Data to examine:
----

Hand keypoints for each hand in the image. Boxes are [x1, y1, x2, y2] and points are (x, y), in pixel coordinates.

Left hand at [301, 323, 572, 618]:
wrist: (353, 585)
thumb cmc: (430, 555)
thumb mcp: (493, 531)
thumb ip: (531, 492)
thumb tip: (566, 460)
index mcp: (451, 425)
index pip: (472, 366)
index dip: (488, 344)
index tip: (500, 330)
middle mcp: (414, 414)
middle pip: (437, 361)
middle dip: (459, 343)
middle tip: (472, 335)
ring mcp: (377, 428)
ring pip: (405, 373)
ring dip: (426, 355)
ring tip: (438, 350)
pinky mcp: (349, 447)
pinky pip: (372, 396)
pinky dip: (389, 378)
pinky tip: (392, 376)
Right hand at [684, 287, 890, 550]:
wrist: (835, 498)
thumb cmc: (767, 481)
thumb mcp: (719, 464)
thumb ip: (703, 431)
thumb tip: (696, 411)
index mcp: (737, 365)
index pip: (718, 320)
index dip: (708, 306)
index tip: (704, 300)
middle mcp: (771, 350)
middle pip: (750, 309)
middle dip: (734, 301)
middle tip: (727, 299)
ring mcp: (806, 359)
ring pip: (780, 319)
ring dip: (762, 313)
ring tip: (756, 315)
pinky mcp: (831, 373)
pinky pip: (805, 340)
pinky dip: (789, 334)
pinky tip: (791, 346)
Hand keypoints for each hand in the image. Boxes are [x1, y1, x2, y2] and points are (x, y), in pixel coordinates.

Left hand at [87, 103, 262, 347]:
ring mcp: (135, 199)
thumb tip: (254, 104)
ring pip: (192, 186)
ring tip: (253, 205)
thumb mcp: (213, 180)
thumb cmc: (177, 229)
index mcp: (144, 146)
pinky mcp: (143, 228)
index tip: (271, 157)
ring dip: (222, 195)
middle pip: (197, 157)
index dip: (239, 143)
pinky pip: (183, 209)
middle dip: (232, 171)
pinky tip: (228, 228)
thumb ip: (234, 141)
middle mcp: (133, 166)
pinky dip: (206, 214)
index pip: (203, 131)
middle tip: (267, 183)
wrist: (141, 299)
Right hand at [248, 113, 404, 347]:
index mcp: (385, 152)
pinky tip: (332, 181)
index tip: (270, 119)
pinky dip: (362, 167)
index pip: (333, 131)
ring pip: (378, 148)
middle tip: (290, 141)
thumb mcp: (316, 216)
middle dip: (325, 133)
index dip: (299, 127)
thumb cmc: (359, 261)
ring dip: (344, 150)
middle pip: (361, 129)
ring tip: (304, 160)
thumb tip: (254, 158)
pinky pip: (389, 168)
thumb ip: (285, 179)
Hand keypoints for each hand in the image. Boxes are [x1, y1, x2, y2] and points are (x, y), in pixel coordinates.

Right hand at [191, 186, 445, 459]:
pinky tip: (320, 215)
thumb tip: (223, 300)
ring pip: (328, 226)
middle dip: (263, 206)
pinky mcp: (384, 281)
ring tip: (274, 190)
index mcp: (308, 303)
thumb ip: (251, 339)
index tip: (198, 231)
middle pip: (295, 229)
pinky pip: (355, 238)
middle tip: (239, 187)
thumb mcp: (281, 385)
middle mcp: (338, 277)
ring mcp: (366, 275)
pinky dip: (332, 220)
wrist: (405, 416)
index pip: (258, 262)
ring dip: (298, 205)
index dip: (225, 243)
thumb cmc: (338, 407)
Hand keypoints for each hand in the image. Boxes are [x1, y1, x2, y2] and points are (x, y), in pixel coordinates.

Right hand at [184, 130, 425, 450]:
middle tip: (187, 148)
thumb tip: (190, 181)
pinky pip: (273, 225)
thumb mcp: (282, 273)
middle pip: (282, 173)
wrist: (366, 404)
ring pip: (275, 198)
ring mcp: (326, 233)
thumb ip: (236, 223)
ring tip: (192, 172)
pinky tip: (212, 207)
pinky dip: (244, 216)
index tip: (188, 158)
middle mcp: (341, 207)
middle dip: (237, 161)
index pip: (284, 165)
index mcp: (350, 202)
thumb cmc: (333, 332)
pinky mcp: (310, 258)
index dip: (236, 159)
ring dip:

----

What is needed: Print only what lies in the material above starting at the line with "index pip: (472, 366)" and ending at the line with "ring tip: (253, 205)", every line exactly as given.

Your solution:
index pip: (472, 366)
index dip: (488, 344)
index tip: (500, 330)
middle mcp: (414, 414)
middle pip: (437, 361)
middle dip: (459, 343)
middle tip: (472, 335)
ring mcp: (377, 428)
ring pip: (405, 373)
ring dip: (426, 355)
ring tip: (438, 350)
pinky mcp: (349, 447)
pinky pip: (372, 396)
pinky dip: (389, 378)
pinky tip: (392, 376)
Right hand at [684, 287, 890, 550]:
wrist: (835, 498)
thumb cmc: (767, 481)
thumb mcp: (719, 464)
thumb ip: (703, 431)
thumb tip: (696, 411)
index mcp: (737, 365)
index pip: (718, 320)
index dip: (708, 306)
index tip: (704, 300)
middle mcp: (771, 350)
middle pip: (750, 309)
middle dip: (734, 301)
middle tip: (727, 299)
ring mcp: (806, 359)
ring pip: (780, 319)
ring dip: (762, 313)
ring tip: (756, 315)
pinky mcp: (831, 373)
pinky pip: (805, 340)
pinky dip: (789, 334)
pinky tip: (791, 346)
Hand keypoints for each hand in the image. Boxes are [x1, y1, x2, y2] and points are (x, y), in pixel coordinates.

Left hand at [87, 103, 262, 347]:
ring mcp: (135, 199)
thumb tip: (254, 104)
ring pip: (192, 186)
ring tip: (253, 205)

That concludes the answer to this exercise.